What you should do: The required output is the lines of the listing from the beginning through the line containing "M1330,604L1329,647L1315,646L1316,605Z", each copied exactly, without any pictures.

══════════

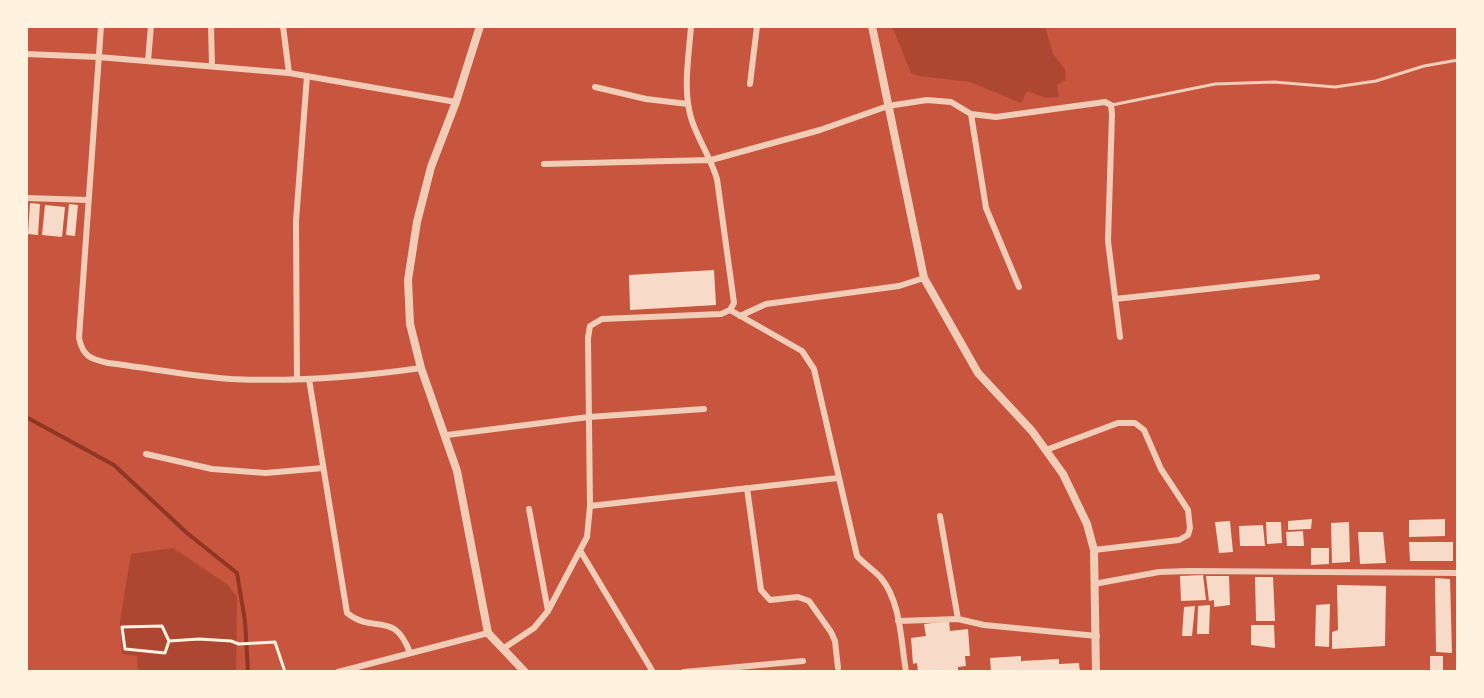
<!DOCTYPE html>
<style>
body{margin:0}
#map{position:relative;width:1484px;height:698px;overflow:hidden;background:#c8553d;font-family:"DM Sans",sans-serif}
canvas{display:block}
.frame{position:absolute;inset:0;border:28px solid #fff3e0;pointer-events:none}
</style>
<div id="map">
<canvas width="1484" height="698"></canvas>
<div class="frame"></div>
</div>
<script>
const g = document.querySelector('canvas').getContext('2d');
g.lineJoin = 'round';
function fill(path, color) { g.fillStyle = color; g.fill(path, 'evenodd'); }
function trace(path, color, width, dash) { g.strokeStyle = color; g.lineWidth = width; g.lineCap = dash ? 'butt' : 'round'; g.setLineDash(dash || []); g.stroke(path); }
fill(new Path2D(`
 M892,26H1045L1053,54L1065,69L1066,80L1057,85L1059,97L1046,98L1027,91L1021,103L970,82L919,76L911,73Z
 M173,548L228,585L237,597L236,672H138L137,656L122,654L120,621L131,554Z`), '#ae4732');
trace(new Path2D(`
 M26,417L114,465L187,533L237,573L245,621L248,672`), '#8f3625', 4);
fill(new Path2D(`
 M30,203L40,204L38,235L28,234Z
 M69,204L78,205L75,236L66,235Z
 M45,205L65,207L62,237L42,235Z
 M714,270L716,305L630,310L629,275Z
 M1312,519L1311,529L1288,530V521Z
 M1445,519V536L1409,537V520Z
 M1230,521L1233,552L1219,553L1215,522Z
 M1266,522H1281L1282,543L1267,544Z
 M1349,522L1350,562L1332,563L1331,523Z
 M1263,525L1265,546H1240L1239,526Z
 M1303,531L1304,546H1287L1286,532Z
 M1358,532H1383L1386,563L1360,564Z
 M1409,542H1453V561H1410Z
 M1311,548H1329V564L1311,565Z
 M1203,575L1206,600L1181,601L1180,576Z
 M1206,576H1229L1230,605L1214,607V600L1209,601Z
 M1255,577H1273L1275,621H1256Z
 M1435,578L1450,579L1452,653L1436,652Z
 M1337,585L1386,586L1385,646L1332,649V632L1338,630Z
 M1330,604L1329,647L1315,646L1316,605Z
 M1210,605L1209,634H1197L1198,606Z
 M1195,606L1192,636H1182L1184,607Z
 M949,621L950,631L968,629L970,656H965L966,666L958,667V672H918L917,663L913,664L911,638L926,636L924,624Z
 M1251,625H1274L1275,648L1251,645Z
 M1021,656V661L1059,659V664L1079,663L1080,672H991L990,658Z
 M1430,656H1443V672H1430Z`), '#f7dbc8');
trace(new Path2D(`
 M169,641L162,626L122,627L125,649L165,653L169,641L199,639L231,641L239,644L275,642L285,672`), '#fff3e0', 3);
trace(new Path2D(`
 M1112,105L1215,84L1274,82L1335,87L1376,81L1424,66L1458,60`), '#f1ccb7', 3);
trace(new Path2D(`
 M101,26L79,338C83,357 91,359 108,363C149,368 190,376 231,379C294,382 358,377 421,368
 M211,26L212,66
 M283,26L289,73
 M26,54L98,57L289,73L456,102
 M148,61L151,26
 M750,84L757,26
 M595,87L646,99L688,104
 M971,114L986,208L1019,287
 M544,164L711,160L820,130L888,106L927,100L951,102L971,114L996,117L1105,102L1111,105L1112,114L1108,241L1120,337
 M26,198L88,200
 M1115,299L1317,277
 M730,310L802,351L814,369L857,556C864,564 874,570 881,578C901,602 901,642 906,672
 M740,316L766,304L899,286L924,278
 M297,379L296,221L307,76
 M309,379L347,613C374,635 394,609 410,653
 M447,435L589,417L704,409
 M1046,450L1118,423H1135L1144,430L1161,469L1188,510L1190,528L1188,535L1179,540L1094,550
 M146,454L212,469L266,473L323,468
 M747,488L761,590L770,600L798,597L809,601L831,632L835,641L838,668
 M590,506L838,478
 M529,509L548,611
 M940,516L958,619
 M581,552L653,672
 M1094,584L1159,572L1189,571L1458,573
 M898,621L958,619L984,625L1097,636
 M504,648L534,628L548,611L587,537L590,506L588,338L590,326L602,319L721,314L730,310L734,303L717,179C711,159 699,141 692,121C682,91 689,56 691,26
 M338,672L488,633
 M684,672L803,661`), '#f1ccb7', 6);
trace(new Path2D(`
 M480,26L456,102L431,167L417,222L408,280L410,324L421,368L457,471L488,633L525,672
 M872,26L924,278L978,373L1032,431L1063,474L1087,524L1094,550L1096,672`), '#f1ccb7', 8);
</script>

══════════

Answer to this task:
<!DOCTYPE html>
<style>
body{margin:0}
#map{position:relative;width:1484px;height:698px;overflow:hidden;background:#c8553d;font-family:"DM Sans",sans-serif}
canvas{display:block}
.frame{position:absolute;inset:0;border:28px solid #fff3e0;pointer-events:none}
</style>
<div id="map">
<canvas width="1484" height="698"></canvas>
<div class="frame"></div>
</div>
<script>
const g = document.querySelector('canvas').getContext('2d');
g.lineJoin = 'round';
function fill(path, color) { g.fillStyle = color; g.fill(path, 'evenodd'); }
function trace(path, color, width, dash) { g.strokeStyle = color; g.lineWidth = width; g.lineCap = dash ? 'butt' : 'round'; g.setLineDash(dash || []); g.stroke(path); }
fill(new Path2D(`
 M892,26H1045L1053,54L1065,69L1066,80L1057,85L1059,97L1046,98L1027,91L1021,103L970,82L919,76L911,73Z
 M173,548L228,585L237,597L236,672H138L137,656L122,654L120,621L131,554Z`), '#ae4732');
trace(new Path2D(`
 M26,417L114,465L187,533L237,573L245,621L248,672`), '#8f3625', 4);
fill(new Path2D(`
 M30,203L40,204L38,235L28,234Z
 M69,204L78,205L75,236L66,235Z
 M45,205L65,207L62,237L42,235Z
 M714,270L716,305L630,310L629,275Z
 M1312,519L1311,529L1288,530V521Z
 M1445,519V536L1409,537V520Z
 M1230,521L1233,552L1219,553L1215,522Z
 M1266,522H1281L1282,543L1267,544Z
 M1349,522L1350,562L1332,563L1331,523Z
 M1263,525L1265,546H1240L1239,526Z
 M1303,531L1304,546H1287L1286,532Z
 M1358,532H1383L1386,563L1360,564Z
 M1409,542H1453V561H1410Z
 M1311,548H1329V564L1311,565Z
 M1203,575L1206,600L1181,601L1180,576Z
 M1206,576H1229L1230,605L1214,607V600L1209,601Z
 M1255,577H1273L1275,621H1256Z
 M1435,578L1450,579L1452,653L1436,652Z
 M1337,585L1386,586L1385,646L1332,649V632L1338,630Z
 M1330,604L1329,647L1315,646L1316,605Z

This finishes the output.